YOUR ASSIGNMENT — Nothing but the pictures should be left out when the entries below are duplicated.

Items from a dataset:
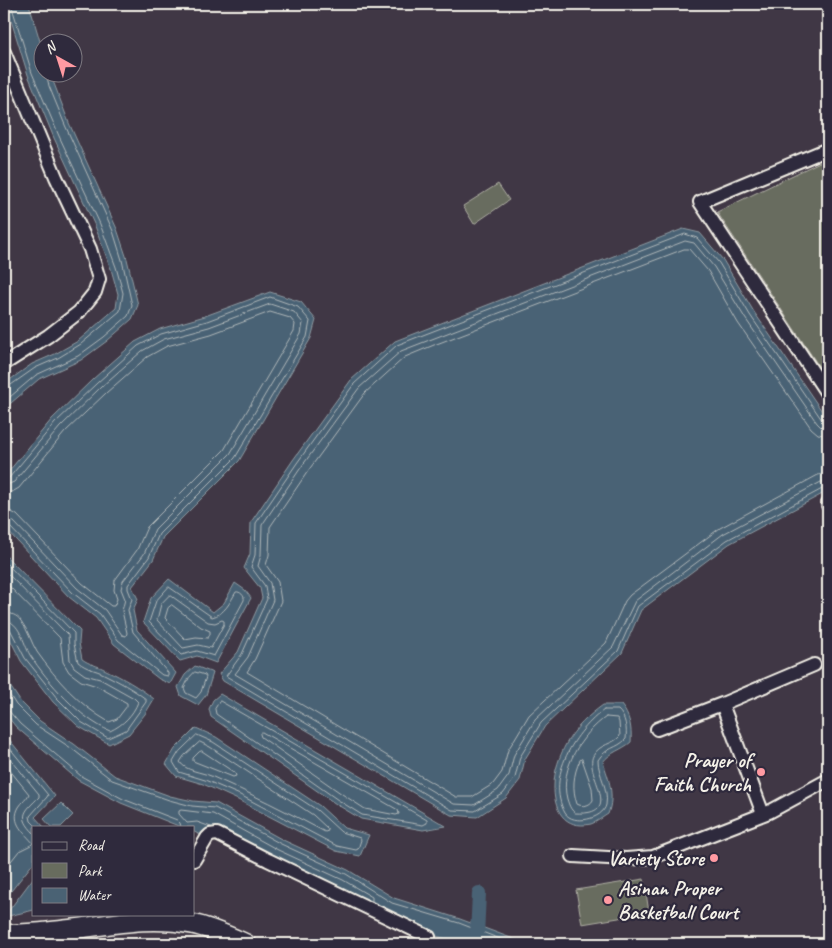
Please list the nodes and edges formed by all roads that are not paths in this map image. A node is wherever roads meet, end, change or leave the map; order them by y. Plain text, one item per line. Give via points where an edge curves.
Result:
1 (4, 52) edge
2 (828, 149) edge
3 (4, 364) edge
4 (828, 395) edge
5 (814, 665) dead end
6 (722, 704) junction
7 (657, 729) dead end
8 (828, 780) edge
9 (763, 814) junction
10 (573, 856) dead end
11 (195, 858) edge
12 (173, 917) edge
13 (4, 935) edge
14 (429, 937) dead end
15 (246, 944) edge

1 - 3 street via 90,249 99,279 95,292 79,312
2 - 4 street via 700,202
5 - 6 street
6 - 7 street
6 - 9 street
8 - 9 street
9 - 10 street via 653,857
11 - 14 street via 206,838 217,834
12 - 13 street
12 - 15 street

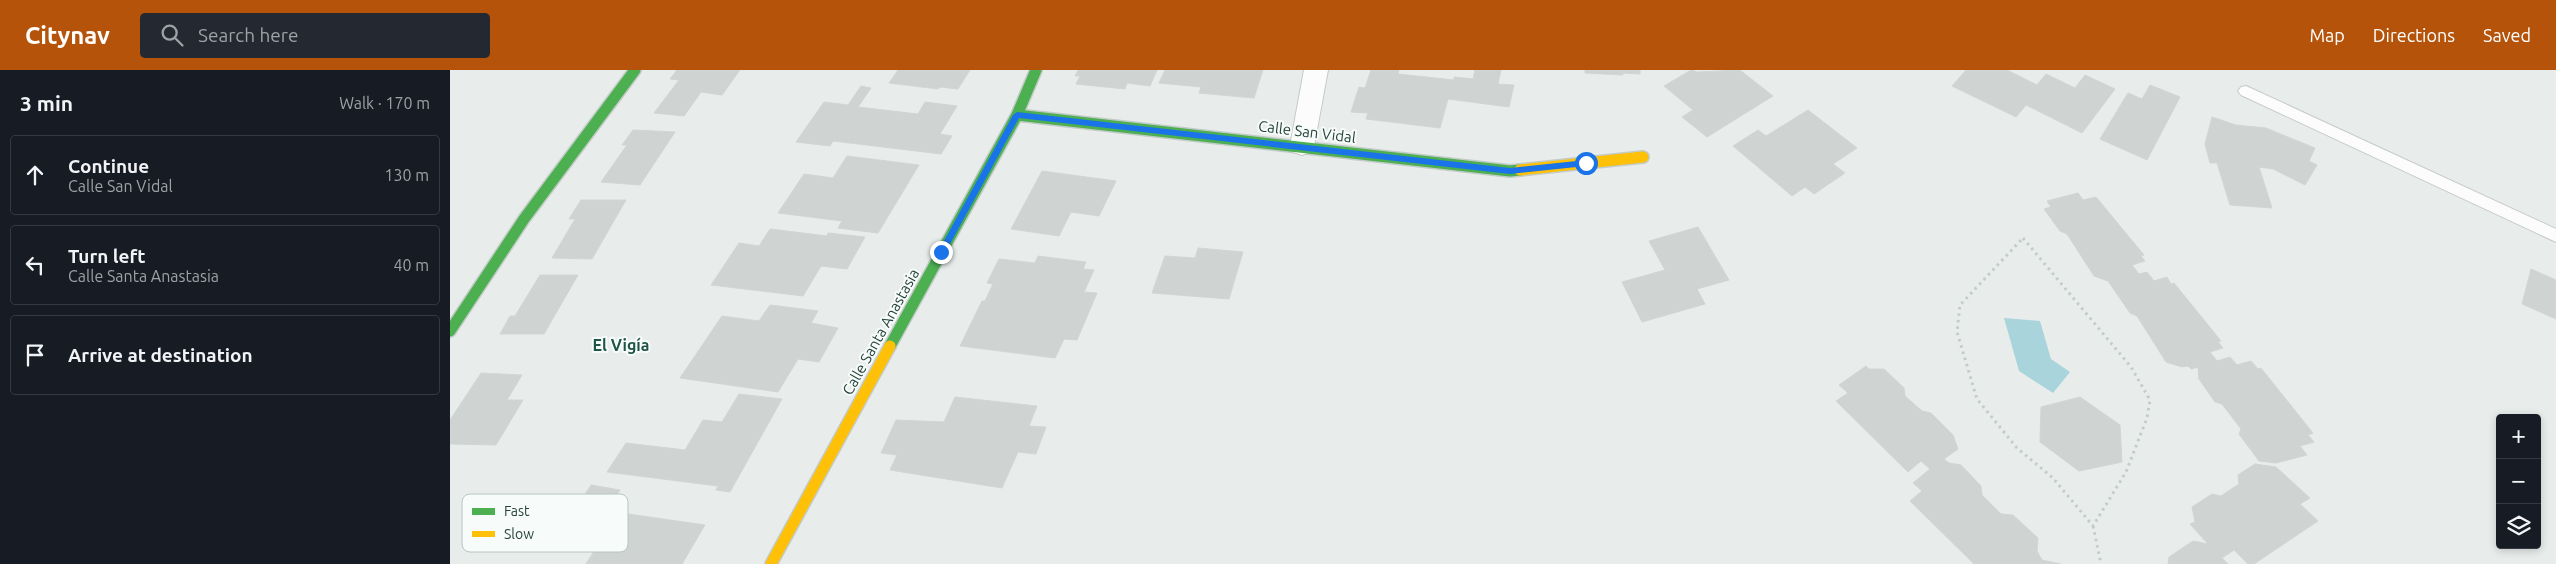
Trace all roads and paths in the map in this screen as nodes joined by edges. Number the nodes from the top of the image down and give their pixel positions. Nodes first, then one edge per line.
1 (635, 70) edge
2 (1036, 70) edge
3 (1316, 70) edge
4 (2246, 91) dead end
5 (1017, 115) junction
6 (1302, 146) junction
7 (1642, 157) dead end
8 (2556, 236) edge
9 (450, 331) edge
10 (2093, 526) junction
11 (770, 564) edge
12 (2101, 564) edge

1 - 9 street
2 - 5 street
3 - 6 street
4 - 8 lane
5 - 6 street, Calle San Vidal
5 - 11 street, Calle Santa Anastasia
6 - 7 street, Calle San Vidal
10 - 10 path
10 - 12 path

ANSWER TO THE PROBLEM —
Please list the nodes and edges formed by all roads that are not paths in this map image. A node is wherever roads meet, end, change or leave the map; order them by y. Plain text, one item per line. Give via points where an edge curves.
Result:
1 (4, 52) edge
2 (828, 149) edge
3 (4, 364) edge
4 (828, 395) edge
5 (814, 665) dead end
6 (722, 704) junction
7 (657, 729) dead end
8 (828, 780) edge
9 (763, 814) junction
10 (573, 856) dead end
11 (195, 858) edge
12 (173, 917) edge
13 (4, 935) edge
14 (429, 937) dead end
15 (246, 944) edge

1 - 3 street via 90,249 99,279 95,292 79,312
2 - 4 street via 700,202
5 - 6 street
6 - 7 street
6 - 9 street
8 - 9 street
9 - 10 street via 653,857
11 - 14 street via 206,838 217,834
12 - 13 street
12 - 15 street

Trace all roads and paths in the map in this screen as nodes joined by edges. Number the nodes from the top of the image down and give their pixel positions. Nodes first, then one edge per line.
1 (635, 70) edge
2 (1036, 70) edge
3 (1316, 70) edge
4 (2246, 91) dead end
5 (1017, 115) junction
6 (1302, 146) junction
7 (1642, 157) dead end
8 (2556, 236) edge
9 (450, 331) edge
10 (2093, 526) junction
11 (770, 564) edge
12 (2101, 564) edge

1 - 9 street
2 - 5 street
3 - 6 street
4 - 8 lane
5 - 6 street, Calle San Vidal
5 - 11 street, Calle Santa Anastasia
6 - 7 street, Calle San Vidal
10 - 10 path
10 - 12 path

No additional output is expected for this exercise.